What you need to do
This exercise calls for a copy of every line in the listing below that carries the word "Sanford".

******

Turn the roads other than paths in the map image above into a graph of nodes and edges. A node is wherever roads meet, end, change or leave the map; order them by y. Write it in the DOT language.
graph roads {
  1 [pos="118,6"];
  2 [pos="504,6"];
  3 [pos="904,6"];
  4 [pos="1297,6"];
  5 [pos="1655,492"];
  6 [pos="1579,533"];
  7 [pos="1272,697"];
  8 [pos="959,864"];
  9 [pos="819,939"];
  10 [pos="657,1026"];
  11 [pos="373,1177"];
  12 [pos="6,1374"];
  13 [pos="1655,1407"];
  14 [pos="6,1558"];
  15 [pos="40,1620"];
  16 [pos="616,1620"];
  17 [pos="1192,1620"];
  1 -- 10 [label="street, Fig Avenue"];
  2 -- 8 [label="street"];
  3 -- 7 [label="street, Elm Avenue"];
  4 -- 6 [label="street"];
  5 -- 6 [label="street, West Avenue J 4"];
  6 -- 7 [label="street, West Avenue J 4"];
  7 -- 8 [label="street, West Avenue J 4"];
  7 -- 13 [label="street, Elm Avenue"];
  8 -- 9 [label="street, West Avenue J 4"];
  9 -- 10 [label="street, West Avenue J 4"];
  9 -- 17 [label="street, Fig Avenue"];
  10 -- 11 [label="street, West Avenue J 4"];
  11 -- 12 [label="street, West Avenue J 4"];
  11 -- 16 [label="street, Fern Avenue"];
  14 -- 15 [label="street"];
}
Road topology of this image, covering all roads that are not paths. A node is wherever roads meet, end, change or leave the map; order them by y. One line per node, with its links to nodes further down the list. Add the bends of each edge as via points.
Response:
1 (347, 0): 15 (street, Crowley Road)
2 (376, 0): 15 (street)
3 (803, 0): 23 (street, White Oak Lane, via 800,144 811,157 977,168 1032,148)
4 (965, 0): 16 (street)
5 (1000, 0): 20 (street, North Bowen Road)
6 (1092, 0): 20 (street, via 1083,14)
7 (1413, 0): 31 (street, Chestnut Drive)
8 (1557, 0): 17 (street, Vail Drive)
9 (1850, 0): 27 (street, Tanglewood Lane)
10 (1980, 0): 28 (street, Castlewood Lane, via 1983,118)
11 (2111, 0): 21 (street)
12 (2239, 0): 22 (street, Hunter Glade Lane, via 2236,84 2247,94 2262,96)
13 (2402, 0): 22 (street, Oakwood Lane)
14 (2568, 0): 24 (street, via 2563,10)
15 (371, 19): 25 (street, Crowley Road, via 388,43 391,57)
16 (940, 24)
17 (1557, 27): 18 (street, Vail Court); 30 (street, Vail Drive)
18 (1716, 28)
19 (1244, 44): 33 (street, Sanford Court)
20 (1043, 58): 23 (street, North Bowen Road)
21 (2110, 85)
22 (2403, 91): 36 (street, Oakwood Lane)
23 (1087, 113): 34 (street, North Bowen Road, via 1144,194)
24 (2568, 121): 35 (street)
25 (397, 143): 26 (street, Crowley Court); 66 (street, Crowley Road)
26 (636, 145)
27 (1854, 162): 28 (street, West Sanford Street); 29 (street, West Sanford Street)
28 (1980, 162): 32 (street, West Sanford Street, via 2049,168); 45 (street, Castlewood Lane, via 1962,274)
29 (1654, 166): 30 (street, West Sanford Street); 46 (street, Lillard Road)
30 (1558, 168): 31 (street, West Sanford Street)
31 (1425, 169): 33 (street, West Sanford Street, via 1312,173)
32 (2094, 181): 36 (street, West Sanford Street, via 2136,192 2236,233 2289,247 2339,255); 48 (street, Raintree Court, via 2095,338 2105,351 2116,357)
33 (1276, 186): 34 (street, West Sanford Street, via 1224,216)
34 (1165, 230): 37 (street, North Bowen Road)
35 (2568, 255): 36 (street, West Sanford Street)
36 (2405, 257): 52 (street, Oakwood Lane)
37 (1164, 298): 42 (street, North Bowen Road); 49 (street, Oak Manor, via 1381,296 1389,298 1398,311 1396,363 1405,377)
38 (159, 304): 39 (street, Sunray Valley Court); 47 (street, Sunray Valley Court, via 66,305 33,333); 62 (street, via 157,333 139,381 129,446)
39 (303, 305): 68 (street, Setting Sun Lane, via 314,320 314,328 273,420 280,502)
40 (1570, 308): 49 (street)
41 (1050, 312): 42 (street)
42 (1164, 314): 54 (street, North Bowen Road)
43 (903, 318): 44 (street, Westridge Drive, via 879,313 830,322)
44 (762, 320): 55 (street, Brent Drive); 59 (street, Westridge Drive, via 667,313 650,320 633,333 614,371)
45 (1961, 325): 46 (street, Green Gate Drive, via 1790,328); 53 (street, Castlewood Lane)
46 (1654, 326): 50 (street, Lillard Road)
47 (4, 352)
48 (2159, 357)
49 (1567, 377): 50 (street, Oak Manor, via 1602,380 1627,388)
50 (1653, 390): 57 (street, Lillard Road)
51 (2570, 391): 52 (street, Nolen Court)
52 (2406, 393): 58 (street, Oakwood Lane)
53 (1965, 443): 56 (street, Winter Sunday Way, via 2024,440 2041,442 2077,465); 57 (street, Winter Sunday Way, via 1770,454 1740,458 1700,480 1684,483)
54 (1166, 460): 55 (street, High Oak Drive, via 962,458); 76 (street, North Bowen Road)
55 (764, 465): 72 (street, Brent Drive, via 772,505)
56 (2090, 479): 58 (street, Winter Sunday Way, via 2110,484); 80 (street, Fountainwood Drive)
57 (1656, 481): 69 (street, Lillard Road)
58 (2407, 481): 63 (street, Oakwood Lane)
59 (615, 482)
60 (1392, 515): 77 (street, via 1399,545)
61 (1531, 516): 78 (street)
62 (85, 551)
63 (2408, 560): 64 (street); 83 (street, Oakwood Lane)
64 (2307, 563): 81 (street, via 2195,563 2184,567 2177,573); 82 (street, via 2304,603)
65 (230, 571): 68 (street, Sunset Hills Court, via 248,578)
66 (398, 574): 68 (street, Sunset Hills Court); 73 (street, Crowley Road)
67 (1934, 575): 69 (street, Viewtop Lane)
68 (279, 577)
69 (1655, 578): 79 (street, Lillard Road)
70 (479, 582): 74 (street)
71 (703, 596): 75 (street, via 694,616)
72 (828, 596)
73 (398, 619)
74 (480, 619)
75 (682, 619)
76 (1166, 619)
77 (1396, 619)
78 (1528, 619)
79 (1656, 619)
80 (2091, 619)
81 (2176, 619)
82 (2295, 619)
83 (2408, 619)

******

Your solution
19 (1244, 44): 33 (street, Sanford Court)
27 (1854, 162): 28 (street, West Sanford Street); 29 (street, West Sanford Street)
28 (1980, 162): 32 (street, West Sanford Street, via 2049,168); 45 (street, Castlewood Lane, via 1962,274)
29 (1654, 166): 30 (street, West Sanford Street); 46 (street, Lillard Road)
30 (1558, 168): 31 (street, West Sanford Street)
31 (1425, 169): 33 (street, West Sanford Street, via 1312,173)
32 (2094, 181): 36 (street, West Sanford Street, via 2136,192 2236,233 2289,247 2339,255); 48 (street, Raintree Court, via 2095,338 2105,351 2116,357)
33 (1276, 186): 34 (street, West Sanford Street, via 1224,216)
35 (2568, 255): 36 (street, West Sanford Street)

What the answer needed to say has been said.